Atomic model of the FliH_C12-FliI₆ ring complex. Cα ribbon representation of the FliH_C2-FliI₁ complex (PDB ID: 5B0O) is shown. The C-terminal domain of FliH (residues 141–235, FliH_C) forms a dimer via an interaction of residues 101–140, which adopt a coiled-coil structure. The FliH_C dimer binds to each N-terminal domain (FliI_N) of the FliI₆ ring.
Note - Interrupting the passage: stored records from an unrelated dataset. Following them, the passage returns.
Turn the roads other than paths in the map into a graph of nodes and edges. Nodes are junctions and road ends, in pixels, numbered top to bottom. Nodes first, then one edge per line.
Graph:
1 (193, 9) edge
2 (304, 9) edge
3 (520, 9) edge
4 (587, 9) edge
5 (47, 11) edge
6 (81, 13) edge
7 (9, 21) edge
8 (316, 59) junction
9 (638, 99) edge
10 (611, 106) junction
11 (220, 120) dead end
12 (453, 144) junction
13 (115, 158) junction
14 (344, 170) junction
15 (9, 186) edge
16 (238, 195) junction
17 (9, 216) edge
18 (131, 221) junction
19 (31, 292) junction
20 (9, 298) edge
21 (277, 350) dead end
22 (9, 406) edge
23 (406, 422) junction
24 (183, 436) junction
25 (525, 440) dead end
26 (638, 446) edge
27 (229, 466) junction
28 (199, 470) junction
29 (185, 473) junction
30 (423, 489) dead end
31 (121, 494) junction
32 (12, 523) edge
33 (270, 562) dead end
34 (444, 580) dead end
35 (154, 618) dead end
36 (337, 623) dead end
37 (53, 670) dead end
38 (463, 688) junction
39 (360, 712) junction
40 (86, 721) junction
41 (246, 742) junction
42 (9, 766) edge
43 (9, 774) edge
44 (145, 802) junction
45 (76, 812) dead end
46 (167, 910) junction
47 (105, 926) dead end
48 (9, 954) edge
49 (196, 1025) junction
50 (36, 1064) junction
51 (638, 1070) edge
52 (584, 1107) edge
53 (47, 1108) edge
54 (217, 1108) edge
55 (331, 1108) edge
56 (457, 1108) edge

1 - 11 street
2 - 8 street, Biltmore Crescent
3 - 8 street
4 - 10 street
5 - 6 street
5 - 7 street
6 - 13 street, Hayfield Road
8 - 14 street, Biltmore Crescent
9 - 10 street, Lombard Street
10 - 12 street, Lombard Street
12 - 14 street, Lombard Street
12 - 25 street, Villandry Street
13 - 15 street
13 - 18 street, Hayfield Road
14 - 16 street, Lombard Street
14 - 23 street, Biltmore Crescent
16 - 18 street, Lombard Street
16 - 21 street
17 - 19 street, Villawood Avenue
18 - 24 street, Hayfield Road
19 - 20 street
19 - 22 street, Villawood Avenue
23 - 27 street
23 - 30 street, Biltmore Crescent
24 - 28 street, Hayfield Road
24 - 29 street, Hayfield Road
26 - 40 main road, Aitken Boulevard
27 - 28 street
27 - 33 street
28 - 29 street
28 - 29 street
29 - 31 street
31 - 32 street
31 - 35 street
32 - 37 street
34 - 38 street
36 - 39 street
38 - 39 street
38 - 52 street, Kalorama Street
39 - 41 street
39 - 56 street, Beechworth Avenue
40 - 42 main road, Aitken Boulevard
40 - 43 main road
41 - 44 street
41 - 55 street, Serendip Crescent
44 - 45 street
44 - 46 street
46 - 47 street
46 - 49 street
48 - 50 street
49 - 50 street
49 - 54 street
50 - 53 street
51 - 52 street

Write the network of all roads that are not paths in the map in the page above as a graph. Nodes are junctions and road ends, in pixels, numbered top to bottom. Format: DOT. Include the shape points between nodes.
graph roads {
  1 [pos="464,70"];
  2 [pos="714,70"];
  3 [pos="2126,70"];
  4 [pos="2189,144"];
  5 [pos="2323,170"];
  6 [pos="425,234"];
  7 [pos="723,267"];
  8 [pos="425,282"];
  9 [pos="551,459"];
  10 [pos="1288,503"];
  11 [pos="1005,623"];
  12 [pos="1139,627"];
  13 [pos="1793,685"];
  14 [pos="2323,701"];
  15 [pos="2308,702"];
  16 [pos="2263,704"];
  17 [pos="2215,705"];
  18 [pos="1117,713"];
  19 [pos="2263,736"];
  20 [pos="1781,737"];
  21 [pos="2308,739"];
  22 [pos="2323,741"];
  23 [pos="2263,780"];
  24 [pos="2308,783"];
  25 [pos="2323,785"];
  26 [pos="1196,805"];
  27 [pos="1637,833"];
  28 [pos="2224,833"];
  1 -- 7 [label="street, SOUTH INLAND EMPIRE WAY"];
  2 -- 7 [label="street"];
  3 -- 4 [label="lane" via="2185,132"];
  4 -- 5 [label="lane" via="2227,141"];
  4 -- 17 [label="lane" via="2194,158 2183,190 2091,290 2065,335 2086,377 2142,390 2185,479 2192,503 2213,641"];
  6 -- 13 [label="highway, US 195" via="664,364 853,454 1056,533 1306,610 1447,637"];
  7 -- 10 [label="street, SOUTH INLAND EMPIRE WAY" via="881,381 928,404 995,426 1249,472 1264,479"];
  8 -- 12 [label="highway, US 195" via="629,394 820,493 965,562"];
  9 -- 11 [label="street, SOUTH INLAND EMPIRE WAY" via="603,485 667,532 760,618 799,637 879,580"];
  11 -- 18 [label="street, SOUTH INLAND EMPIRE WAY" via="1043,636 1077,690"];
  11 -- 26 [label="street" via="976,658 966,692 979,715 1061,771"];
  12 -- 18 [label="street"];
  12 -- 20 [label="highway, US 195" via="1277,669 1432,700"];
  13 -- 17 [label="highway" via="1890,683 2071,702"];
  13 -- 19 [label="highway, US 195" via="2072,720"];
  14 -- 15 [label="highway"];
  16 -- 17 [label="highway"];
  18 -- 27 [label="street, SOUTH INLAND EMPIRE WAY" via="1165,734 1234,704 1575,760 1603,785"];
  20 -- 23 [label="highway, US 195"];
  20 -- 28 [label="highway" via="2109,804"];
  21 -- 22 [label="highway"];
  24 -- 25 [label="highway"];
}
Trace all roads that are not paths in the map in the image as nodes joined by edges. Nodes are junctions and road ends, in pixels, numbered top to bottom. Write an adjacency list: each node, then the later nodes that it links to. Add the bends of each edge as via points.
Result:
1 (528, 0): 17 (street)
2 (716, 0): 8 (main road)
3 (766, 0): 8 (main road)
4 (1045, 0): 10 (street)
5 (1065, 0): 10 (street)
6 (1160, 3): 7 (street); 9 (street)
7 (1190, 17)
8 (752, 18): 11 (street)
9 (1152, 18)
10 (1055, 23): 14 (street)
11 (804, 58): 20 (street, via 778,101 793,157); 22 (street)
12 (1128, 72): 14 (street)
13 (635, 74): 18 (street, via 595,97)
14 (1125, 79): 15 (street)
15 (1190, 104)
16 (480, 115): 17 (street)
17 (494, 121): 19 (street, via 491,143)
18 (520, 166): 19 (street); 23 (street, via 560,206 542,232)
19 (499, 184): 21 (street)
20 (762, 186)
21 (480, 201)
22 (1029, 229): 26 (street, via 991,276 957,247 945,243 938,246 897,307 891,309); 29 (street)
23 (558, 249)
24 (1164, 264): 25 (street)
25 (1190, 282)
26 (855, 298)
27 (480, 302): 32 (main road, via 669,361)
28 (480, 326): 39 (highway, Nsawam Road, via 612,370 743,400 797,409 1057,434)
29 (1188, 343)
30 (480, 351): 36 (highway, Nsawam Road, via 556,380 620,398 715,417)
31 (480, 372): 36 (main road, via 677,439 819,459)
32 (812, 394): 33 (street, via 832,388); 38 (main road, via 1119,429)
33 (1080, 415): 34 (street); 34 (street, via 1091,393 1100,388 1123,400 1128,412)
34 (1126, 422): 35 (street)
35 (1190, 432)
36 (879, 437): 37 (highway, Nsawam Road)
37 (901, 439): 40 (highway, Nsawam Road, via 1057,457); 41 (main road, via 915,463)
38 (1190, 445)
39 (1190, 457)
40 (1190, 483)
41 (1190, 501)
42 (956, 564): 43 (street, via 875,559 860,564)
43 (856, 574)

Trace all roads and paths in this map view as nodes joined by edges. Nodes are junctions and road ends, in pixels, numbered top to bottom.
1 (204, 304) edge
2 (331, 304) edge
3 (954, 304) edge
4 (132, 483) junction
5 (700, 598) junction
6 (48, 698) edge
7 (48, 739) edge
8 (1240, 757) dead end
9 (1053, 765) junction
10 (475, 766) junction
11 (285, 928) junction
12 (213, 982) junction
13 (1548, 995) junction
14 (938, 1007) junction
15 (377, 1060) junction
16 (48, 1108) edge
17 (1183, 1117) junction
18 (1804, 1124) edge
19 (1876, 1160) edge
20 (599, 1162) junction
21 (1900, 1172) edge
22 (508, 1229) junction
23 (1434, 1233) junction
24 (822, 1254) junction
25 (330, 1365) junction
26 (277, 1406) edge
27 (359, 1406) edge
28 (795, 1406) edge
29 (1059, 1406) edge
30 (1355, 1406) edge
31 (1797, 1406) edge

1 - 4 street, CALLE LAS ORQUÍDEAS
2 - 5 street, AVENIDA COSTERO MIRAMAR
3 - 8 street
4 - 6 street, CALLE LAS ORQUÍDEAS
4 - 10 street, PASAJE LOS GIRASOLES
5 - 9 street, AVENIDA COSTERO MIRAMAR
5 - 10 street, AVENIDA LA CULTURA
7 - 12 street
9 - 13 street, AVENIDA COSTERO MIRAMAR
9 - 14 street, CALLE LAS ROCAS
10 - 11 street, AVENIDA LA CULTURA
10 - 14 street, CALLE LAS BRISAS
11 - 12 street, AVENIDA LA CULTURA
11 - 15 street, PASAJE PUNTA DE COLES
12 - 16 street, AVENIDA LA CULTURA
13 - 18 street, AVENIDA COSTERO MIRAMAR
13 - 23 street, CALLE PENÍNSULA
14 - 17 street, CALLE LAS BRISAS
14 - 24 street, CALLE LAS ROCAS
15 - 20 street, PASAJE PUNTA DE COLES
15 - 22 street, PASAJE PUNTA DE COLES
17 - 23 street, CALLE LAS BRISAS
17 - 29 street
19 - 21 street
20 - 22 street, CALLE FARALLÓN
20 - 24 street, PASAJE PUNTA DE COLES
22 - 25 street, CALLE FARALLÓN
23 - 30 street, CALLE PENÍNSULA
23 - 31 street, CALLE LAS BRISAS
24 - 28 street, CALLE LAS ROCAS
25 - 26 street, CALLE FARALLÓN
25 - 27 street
Interestingly, one FliH_C domain (blue) binds to the N-terminal α-helix consisting of residues 2–21 of FliI (brown, FliI_EN), and the other (cyan) binds to a positively charged region formed by R26, R27, R30, R33, R76, and R93 of FliI. These two domains adopt conformations that are completely different from each other.

FIGURE 7

Energy coupling mechanism of the fT3SS. The transmembrane export complex remains inactive until the cytoplasmic ATPase ring complex is formed at the base of the flagellum; the polypeptide and proton channels of the export complex remain closed (step 1). When ATP hydrolysis by FliI induces the rotation of FliJ in the FliI₆ ring, interactions between FliJ and FlhA_L induces conformational rearrangements of the export complex. As a result, the complex becomes an active protein transporter (step 2). The cytoplasmic FliH₂-FliI₁ complex acts as a dynamic carrier to deliver export substrates from the cytoplasm to the export complex (step 3). Upon docking of an export substrate to the entrance gate of the polypeptide channel, the gates of both polypeptide and proton channels are opened. The export complex can now act as a H⁺/protein antiporter that couples H⁺ flow through the ion channel with protein translocation into the polypeptide channel (step 4).